= The Siauw Giap =

The Siauw Giap (1922 in Malang, Dutch East Indies – 2002 in Leiden, Netherlands) was a Dutch sociologist and social historian of Chinese Indonesians.

==Early life==

In 1935 The became a student at the Meer Uitgebreid Lager Onderwijs school in Malang. He studied history and sociology at the University of Indonesia from 1946 to 1949, which was during the period of the Indonesian National Revolution.

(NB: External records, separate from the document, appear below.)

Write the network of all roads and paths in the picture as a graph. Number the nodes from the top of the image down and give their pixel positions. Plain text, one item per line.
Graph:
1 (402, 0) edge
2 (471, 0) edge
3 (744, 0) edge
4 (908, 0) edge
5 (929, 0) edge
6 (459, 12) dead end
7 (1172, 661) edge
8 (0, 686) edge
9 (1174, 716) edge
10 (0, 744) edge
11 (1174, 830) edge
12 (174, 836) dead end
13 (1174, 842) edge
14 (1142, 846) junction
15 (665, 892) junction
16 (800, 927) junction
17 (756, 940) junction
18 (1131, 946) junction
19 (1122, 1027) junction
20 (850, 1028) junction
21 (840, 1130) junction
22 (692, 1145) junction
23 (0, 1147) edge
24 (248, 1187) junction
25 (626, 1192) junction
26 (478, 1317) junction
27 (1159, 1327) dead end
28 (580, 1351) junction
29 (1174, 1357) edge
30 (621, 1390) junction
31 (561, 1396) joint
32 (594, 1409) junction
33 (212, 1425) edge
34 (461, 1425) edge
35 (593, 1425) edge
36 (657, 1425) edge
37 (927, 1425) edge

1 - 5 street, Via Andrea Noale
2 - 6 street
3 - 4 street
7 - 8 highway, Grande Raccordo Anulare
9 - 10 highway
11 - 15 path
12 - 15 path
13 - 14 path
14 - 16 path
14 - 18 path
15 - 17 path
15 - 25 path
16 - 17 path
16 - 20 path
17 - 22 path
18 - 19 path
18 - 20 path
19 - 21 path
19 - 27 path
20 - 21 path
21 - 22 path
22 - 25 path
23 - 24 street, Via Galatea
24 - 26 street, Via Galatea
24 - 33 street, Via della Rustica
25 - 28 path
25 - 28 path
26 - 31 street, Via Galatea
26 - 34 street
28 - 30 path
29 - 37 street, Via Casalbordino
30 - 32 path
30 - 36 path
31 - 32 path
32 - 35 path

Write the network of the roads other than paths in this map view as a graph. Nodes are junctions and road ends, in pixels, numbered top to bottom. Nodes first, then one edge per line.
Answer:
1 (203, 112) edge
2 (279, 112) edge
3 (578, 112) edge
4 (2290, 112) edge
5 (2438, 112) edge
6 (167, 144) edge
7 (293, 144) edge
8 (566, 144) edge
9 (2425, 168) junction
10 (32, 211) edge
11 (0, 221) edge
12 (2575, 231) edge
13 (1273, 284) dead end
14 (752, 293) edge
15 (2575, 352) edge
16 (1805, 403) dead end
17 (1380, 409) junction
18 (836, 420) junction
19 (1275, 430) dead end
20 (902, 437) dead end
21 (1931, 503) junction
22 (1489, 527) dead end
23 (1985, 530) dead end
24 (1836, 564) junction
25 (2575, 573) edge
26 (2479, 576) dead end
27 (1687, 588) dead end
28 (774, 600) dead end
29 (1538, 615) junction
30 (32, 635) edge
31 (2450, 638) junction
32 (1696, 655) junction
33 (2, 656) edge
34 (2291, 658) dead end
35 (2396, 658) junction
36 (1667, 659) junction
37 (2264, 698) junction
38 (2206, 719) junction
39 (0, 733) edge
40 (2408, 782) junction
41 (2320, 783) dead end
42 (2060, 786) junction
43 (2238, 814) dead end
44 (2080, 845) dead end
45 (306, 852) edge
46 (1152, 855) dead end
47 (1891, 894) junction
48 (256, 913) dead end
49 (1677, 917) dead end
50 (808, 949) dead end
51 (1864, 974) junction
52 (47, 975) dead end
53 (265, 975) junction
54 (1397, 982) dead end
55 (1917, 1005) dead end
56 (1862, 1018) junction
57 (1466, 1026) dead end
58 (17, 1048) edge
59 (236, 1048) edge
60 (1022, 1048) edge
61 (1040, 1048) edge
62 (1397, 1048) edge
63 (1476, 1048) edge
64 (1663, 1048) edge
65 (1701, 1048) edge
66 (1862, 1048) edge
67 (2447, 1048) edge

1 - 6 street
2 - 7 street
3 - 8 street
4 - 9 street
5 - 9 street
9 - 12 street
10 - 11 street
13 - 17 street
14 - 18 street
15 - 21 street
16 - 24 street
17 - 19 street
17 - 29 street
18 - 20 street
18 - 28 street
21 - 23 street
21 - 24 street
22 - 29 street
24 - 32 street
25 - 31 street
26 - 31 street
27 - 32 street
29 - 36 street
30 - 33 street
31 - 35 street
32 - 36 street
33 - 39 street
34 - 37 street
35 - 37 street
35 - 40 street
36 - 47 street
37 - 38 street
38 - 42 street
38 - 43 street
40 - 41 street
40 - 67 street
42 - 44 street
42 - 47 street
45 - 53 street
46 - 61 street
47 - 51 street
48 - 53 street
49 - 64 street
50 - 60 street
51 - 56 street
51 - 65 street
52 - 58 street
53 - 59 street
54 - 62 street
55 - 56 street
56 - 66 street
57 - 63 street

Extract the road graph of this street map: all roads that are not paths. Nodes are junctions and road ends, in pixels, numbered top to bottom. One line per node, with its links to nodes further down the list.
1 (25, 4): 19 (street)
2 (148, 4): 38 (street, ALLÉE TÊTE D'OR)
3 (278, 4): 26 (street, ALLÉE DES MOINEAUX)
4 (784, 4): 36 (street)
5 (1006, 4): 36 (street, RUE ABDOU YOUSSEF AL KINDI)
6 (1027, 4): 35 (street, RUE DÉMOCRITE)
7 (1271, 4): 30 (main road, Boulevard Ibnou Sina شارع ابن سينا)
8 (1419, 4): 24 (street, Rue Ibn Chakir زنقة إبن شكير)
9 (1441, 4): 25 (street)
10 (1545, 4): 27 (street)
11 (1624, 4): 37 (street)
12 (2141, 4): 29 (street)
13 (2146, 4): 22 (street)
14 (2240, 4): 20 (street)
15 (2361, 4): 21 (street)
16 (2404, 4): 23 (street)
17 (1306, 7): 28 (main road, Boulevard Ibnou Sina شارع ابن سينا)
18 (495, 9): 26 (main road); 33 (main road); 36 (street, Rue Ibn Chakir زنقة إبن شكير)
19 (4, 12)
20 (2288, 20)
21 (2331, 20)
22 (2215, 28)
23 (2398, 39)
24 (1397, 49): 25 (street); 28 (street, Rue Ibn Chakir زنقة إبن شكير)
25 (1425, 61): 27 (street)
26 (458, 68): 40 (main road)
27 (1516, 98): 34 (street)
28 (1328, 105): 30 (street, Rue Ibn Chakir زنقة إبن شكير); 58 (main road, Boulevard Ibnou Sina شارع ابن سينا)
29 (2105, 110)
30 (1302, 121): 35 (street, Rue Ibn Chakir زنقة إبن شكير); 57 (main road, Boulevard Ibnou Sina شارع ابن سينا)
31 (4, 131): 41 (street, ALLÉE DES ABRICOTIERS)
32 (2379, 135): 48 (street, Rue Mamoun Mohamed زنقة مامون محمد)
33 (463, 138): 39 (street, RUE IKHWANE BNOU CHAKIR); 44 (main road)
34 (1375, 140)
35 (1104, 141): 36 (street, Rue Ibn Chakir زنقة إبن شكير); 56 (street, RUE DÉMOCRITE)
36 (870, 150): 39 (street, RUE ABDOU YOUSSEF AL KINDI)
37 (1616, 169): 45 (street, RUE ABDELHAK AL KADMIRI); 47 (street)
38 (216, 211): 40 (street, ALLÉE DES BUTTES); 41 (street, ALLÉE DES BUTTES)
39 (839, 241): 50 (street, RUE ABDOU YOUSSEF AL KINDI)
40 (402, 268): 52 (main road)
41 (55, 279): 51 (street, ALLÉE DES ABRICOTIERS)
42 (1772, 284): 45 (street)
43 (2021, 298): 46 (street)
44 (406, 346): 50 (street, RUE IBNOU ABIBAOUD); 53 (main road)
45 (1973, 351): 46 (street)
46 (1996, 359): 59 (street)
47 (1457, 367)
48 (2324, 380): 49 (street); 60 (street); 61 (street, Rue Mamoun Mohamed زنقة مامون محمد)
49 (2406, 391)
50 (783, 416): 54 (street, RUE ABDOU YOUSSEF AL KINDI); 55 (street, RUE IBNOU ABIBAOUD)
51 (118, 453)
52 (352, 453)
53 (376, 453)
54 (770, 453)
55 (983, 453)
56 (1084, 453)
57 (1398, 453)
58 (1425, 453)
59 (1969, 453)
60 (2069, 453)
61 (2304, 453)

==Career and life in Europe==

In 1948 he received a grant (Malino Scholarship) to study in the Netherlands, and studied sociology at the University of Amsterdam from 1951 to 1961, and from 1954 onwards was research assistant to Wim Wertheim. During this time The married Wertheim's daughter Marijke Wertheim. He then became a research-assistant at Yale University in 1961-1962 and at the Vrije Universiteit Brussel from 1963 to 1966. In 1963 The and Marijke Wertheim had a son, Wim Hay-ing.

In 1966 he became a research fellow at the Sinological Institute at the University of Leiden, where he remained until 1987.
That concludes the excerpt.